Activities around Venezuela have been distracting for markets this week.

Folks are concerned that the action could lead to further geopolitical and economic uncertainties ahead, and it’s all anyone can focus on.

But while markets try to make sense of the situation and assess which stocks should gain, attention will soon shift back to the U.S. economy…

Because there’s a swathe of key economic data coming down the pipe.

All have the potential to move the needle around rate expectations… thus impacting how markets may track in the first half of this year.

So let’s see what lies ahead…

Jobs and Inflation

One of the key takeaways from the Fed’s last meeting was the reticence from several members to further cut rates.

The Fed implemented three consecutive rate cuts – including a cut at the December meeting – to help prop up the jobs market. It now wants to see how those cuts are permeating throughout the economy… And whether inflation will start tracking lower, as progress had stalled in the second half of last year.

If you can believe the numbers, core consumer price index (CPI) inflation for November came in well under market expectations – 2.6% year-over-year versus 3% forecasts. We’ll get a chance to see December’s CPI data next week.

And on the jobs front, we have the latest Job Openings and Labor Turnover survey (JOLTs) data due later today. September and October’s delayed readings off the back of the government shutdown easily beat expectations and were their highest reading since May 2025.

But the biggest refocus in attention should come this Friday when nonfarm payrolls (NFPs) and unemployment data are released…
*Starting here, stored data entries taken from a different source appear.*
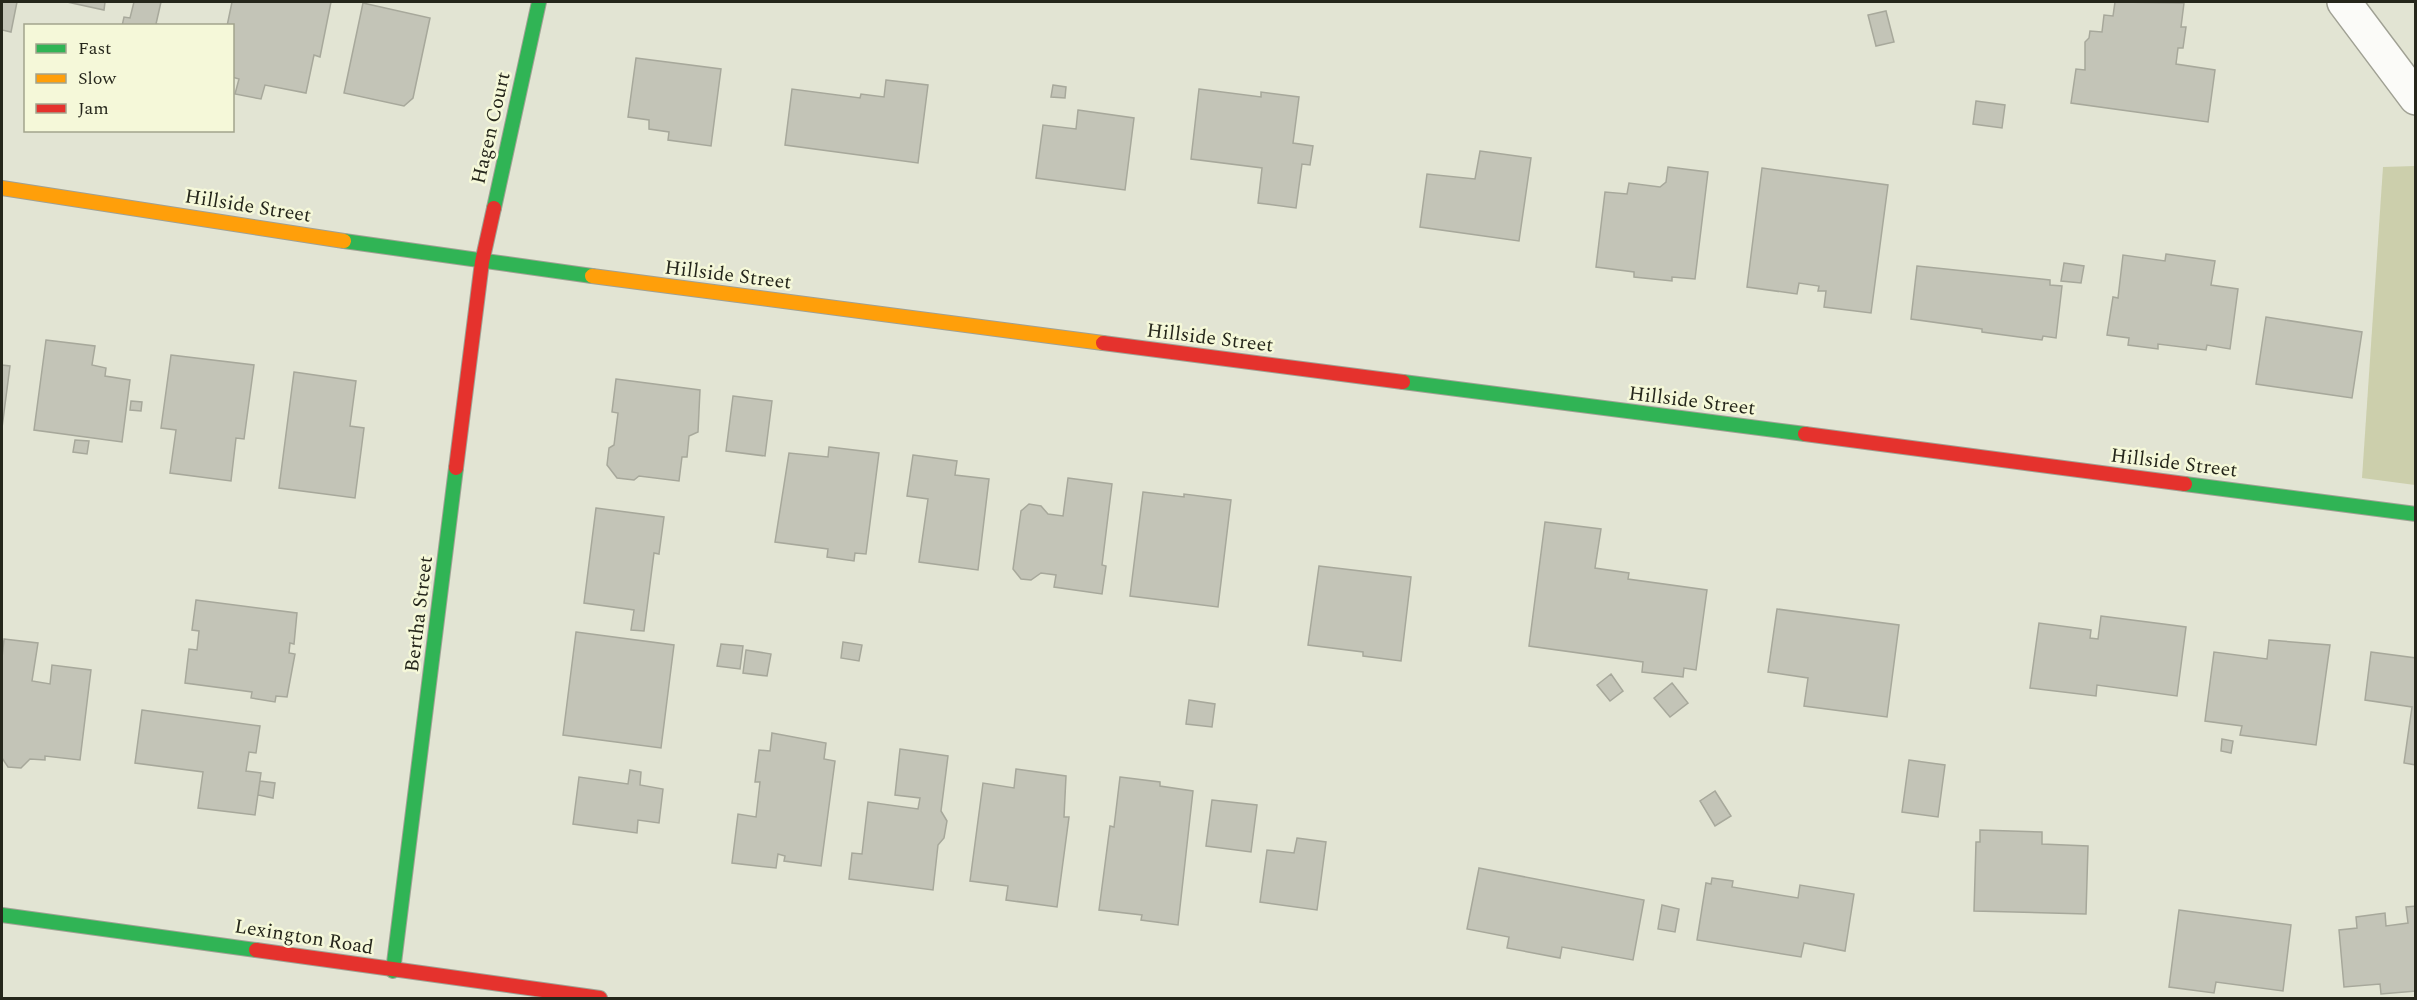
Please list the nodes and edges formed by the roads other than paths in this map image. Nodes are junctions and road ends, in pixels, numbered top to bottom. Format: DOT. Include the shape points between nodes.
graph roads {
  1 [pos="539,2"];
  2 [pos="2344,2"];
  3 [pos="2415,98"];
  4 [pos="2,188"];
  5 [pos="482,262"];
  6 [pos="2415,514"];
  7 [pos="2,915"];
  8 [pos="393,971"];
  9 [pos="600,999"];
  1 -- 5 [label="street, Hagen Court"];
  2 -- 3 [label="street"];
  4 -- 5 [label="street, Hillside Street"];
  5 -- 6 [label="street, Hillside Street"];
  5 -- 8 [label="street, Bertha Street"];
  7 -- 8 [label="street, Lexington Road"];
  8 -- 9 [label="street, Lexington Road"];
}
NFP data has been highly erratic since April last year. It’s oscillated between net job gains and losses with the November print beating expectations, clocking in at plus 64,000 versus the 50,000 forecast. That came after October’s adjusted 105,000 loss.

Data on the unemployment rate will offer us some real insight into the health of the economy.
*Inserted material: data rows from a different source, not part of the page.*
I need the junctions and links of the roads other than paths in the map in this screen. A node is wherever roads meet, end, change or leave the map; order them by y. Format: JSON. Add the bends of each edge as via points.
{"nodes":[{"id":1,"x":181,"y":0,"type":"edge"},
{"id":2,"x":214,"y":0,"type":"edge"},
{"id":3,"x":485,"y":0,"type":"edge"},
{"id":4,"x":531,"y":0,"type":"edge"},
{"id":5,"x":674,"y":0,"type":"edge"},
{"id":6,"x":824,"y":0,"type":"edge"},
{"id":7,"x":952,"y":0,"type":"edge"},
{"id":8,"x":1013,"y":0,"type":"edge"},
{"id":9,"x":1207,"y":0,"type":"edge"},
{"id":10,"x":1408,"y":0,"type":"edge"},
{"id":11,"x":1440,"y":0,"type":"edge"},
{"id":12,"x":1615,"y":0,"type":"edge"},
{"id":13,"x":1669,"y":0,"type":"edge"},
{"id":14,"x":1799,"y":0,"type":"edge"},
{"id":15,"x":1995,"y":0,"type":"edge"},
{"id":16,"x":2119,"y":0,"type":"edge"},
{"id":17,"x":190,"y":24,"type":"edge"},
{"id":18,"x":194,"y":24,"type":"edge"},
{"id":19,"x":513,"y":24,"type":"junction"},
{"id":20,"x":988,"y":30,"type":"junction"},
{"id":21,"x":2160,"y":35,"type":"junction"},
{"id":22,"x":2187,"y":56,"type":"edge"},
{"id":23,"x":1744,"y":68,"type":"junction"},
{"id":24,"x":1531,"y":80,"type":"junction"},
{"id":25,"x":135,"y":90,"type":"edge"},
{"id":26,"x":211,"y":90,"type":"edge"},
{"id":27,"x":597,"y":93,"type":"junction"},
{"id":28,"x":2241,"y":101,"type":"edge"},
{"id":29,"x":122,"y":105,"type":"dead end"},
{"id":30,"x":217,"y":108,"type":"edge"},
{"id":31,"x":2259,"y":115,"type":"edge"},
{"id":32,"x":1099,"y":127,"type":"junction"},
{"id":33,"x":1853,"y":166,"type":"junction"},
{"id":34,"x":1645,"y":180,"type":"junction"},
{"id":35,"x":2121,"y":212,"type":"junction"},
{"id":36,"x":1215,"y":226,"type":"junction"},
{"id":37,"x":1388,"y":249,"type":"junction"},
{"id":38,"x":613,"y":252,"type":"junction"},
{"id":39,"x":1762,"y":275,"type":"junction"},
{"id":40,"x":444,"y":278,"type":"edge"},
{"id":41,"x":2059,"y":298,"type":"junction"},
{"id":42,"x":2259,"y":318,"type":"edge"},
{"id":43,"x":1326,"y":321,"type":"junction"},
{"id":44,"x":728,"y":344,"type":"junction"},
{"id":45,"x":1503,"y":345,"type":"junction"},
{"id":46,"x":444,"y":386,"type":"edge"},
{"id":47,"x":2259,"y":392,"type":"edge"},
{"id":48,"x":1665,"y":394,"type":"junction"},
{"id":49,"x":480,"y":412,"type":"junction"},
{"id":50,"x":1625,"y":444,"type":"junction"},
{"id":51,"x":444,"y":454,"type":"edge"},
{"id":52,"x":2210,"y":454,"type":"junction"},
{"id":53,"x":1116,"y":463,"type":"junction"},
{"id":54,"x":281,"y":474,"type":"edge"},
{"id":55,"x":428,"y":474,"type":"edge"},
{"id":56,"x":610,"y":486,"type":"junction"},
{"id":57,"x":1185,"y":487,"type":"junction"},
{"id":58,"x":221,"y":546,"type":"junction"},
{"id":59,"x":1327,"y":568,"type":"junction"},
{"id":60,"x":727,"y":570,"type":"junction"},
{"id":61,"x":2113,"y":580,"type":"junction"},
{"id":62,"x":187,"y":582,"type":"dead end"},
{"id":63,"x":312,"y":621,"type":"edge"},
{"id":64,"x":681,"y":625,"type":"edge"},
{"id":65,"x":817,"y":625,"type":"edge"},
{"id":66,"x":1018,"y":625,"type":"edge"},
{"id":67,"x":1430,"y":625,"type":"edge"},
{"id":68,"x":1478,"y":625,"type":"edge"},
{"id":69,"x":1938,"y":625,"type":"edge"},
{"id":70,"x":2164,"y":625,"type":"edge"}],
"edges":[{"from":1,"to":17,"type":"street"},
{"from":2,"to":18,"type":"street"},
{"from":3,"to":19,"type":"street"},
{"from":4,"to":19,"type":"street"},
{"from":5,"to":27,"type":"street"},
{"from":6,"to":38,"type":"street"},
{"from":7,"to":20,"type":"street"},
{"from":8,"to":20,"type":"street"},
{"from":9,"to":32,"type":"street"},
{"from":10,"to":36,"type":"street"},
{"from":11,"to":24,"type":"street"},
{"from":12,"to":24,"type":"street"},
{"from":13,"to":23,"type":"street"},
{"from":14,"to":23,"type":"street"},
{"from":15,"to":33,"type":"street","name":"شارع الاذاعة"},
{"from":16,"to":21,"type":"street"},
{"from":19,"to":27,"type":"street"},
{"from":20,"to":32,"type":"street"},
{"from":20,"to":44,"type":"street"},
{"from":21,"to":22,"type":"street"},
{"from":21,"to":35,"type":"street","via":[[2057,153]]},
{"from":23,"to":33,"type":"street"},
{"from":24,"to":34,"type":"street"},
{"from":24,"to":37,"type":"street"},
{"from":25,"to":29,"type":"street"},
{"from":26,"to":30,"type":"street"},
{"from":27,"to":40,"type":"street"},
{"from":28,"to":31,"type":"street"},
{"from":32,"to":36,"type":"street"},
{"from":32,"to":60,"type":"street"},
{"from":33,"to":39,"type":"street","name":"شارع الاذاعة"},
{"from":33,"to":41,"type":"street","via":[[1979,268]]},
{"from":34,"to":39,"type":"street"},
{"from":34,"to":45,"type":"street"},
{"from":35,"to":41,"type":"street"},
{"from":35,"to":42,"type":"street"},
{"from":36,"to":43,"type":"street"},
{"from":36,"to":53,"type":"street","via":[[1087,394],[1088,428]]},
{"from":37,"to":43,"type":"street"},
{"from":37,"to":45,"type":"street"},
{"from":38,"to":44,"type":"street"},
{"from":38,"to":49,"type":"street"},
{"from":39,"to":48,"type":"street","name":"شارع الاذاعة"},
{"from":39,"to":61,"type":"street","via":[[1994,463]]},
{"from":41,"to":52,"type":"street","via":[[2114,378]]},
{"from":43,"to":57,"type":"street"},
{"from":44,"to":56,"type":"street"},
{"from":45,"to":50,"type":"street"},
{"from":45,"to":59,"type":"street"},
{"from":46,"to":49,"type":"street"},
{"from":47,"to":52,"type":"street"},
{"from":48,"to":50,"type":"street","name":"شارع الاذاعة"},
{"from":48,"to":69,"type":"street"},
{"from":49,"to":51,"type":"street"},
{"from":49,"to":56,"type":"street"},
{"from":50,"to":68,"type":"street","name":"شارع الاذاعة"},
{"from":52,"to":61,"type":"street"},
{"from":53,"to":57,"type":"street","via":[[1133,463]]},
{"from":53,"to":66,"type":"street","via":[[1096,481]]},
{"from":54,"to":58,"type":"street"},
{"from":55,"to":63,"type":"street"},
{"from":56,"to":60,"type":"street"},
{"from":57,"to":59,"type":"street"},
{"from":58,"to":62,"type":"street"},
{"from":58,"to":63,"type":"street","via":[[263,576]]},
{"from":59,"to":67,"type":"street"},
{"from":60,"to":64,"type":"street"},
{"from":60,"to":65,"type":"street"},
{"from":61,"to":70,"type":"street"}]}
Data that followed the Fed’s December rate cut decision showed that the unemployment rate for November had risen to 4.6%… 0.2% higher than the previous print and consensus forecasts of 4.4%. It was also the highest unemployment print since September 2021.

Despite the Fed’s hesitation, any further deterioration could have the markets – and not to mention the White House – soon agitating for further cuts…

Thematic Shift

Despite those successive rate cuts, a lot of the heat came out of the markets in the final months of last year…
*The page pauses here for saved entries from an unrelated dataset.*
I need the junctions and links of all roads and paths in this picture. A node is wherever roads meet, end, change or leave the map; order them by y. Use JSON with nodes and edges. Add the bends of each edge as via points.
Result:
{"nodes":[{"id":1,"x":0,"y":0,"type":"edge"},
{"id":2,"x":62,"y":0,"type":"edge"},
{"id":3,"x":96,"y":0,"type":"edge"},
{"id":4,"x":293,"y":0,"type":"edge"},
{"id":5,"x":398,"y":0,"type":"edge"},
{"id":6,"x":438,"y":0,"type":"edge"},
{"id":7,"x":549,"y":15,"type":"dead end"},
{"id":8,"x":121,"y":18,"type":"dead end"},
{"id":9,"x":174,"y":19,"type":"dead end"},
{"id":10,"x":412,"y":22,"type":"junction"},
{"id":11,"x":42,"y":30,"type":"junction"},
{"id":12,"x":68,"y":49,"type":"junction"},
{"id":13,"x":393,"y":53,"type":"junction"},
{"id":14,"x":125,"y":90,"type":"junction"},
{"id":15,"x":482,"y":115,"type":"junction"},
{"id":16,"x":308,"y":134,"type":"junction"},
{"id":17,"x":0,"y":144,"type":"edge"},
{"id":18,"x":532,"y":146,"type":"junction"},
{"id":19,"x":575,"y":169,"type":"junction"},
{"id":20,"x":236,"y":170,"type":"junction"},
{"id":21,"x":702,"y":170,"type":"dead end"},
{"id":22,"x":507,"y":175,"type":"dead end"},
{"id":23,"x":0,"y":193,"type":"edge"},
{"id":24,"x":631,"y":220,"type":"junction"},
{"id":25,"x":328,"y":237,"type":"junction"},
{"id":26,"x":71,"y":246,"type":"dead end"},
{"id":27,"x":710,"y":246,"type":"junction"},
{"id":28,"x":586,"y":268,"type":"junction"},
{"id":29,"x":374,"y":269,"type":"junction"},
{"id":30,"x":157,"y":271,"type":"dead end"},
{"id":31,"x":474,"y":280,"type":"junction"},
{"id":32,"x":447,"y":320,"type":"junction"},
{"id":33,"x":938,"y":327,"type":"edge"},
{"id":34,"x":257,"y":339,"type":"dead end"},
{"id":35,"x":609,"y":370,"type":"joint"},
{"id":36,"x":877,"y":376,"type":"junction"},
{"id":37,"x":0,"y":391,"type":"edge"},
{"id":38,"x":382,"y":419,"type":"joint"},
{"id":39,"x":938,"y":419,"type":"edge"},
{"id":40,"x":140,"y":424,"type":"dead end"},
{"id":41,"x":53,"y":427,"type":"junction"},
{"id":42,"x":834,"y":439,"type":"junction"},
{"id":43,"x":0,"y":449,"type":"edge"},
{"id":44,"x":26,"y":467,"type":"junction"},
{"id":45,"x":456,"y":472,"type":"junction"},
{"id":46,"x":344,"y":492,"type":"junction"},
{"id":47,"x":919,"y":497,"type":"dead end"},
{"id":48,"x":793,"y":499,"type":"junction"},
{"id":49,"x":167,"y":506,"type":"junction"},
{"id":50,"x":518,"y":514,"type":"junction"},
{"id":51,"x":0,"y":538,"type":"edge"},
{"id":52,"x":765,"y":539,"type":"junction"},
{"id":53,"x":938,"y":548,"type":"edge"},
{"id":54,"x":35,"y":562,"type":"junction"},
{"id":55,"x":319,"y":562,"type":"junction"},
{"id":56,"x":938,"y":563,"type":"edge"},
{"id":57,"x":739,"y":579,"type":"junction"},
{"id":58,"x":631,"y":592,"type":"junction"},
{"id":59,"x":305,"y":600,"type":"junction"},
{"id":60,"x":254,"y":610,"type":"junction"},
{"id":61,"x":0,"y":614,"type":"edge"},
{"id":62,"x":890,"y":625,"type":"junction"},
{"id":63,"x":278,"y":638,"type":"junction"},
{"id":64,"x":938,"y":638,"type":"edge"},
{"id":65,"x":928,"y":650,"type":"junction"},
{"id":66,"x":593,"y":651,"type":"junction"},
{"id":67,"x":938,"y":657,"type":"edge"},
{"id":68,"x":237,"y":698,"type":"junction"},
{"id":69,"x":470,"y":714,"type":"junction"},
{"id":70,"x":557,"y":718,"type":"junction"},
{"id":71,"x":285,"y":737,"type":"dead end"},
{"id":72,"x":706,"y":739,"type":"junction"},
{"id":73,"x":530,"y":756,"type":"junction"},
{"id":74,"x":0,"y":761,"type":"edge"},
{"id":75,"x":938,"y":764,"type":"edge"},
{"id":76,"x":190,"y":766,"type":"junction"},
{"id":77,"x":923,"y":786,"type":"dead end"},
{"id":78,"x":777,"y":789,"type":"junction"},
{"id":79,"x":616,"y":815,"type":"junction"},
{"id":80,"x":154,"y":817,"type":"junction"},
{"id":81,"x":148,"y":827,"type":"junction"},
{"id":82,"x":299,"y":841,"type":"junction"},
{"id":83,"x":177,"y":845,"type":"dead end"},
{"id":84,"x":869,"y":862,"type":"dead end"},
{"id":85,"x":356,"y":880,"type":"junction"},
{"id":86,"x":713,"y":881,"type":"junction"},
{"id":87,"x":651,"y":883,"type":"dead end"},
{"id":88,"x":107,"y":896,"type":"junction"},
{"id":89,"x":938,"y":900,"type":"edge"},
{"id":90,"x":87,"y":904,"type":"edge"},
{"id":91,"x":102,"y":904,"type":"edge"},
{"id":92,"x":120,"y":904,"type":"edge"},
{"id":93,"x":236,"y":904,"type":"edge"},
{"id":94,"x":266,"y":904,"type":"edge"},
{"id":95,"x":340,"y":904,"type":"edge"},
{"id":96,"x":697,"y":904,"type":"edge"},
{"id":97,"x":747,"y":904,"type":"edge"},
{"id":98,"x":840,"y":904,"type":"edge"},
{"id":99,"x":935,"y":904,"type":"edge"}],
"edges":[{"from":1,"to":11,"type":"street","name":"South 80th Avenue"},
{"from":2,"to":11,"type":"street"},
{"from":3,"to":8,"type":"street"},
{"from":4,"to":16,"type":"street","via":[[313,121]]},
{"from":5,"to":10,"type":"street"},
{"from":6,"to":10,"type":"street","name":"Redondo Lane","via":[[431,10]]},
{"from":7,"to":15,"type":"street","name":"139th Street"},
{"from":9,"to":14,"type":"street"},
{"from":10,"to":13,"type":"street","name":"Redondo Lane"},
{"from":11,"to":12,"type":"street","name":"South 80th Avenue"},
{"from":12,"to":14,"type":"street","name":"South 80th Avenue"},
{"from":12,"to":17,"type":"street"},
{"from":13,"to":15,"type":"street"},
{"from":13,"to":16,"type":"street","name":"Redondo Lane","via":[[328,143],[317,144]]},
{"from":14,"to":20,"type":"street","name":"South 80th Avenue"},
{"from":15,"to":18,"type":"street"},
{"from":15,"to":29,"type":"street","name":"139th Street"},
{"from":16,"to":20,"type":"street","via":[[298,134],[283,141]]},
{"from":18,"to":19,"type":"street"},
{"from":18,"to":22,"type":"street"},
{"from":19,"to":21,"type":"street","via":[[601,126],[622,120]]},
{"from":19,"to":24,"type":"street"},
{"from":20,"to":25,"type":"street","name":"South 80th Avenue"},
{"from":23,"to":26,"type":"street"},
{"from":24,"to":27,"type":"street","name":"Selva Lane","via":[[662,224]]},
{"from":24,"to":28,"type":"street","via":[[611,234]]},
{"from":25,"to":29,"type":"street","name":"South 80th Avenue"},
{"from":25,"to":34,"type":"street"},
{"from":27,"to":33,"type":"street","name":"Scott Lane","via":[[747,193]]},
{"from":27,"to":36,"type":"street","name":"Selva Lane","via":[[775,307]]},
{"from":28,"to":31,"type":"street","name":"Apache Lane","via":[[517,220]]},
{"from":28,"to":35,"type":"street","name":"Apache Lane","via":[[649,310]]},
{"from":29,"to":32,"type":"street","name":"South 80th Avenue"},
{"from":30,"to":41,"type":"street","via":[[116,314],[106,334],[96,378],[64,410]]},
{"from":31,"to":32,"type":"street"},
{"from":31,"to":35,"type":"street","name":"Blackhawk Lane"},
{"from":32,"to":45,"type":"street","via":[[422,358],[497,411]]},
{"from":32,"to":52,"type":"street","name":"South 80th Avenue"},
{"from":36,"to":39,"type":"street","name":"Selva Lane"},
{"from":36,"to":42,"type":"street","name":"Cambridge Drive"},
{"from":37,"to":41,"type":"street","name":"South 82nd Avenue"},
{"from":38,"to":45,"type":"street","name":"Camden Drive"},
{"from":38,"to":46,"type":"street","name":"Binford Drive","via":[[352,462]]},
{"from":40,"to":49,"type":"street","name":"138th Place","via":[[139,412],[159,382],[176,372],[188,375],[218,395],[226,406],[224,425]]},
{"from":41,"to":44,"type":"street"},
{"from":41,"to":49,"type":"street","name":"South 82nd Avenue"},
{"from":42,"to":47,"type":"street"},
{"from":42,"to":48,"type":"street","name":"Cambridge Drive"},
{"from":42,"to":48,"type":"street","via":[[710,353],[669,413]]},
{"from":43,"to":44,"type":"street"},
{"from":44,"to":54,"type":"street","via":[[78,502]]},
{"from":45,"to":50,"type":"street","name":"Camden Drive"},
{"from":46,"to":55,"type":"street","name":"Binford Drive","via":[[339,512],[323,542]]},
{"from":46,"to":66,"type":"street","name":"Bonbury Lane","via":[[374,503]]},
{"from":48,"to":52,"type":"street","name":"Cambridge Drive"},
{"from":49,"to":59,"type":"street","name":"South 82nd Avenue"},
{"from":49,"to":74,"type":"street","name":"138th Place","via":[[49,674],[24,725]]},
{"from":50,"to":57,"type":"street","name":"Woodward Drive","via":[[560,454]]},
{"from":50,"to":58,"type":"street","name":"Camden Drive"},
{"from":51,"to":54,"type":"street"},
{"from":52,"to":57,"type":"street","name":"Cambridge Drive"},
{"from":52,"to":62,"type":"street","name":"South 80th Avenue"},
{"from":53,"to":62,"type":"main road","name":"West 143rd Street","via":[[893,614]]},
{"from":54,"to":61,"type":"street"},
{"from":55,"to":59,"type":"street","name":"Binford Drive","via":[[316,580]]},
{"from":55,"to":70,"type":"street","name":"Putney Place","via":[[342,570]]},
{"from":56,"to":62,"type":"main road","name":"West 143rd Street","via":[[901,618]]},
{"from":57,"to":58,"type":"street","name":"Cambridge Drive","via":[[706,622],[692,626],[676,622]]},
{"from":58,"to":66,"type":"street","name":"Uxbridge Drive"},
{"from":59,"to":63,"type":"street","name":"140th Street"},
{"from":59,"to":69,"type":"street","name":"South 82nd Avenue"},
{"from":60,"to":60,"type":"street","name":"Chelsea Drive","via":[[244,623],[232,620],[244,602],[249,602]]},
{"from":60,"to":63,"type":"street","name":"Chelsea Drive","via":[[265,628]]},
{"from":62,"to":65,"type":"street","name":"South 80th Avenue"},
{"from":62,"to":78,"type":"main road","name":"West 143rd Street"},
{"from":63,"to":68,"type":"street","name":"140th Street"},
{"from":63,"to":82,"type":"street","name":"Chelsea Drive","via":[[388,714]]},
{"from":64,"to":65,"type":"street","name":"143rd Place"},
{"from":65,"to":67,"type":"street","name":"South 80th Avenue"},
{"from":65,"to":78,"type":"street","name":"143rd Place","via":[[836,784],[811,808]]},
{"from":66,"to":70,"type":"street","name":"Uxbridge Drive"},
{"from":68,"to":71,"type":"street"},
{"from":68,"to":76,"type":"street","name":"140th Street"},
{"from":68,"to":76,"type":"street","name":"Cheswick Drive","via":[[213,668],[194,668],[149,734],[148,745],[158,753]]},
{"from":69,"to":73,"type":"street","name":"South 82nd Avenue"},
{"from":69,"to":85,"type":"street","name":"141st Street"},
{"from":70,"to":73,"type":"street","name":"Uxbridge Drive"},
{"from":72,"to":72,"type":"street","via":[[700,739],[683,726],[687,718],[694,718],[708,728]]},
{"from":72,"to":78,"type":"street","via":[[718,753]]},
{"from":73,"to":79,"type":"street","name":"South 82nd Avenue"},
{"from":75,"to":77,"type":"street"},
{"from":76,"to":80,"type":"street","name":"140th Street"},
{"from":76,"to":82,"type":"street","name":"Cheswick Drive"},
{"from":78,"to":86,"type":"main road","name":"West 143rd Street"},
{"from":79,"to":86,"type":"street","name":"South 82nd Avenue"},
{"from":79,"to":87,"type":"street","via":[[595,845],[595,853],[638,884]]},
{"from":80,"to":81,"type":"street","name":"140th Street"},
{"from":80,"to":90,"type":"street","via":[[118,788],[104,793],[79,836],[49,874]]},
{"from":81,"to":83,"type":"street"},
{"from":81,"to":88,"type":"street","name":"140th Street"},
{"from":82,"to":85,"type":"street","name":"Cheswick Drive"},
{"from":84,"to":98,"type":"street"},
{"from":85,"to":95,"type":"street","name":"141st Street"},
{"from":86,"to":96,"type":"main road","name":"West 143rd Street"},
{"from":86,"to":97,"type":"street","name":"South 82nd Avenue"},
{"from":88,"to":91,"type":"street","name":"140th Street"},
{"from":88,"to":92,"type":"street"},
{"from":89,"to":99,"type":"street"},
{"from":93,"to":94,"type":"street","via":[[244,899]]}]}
Big drivers of the rally – like Nvidia (NVDA), Palantir (PLTR), Meta Platforms (META), and Microsoft (MSFT) – finished out the year trading well off their highs. Those rate cuts were unable to sustain their already overextended rally.

Meaning that even if the Fed were to cut rates – unlikely as that may be, for now – there’s no guarantee those mega tech stocks would regain their lost momentum. And if the coming data pushes the prospects of a rate cut further off the table, they’ll instead come under further pressure.

That’s why I urge investors to remain incredibly cautious. Even passive exchange-traded funds (ETFs) are heavily exposed to the tech sector.

And if you’re heavily exposed to those Big Tech stocks, it might be time to consider lightening some of your holdings. Because apart from those stocks remaining overstretched and vulnerable to a correction, we’re also seeing ongoing rotation out of tech into older-style industrial stocks.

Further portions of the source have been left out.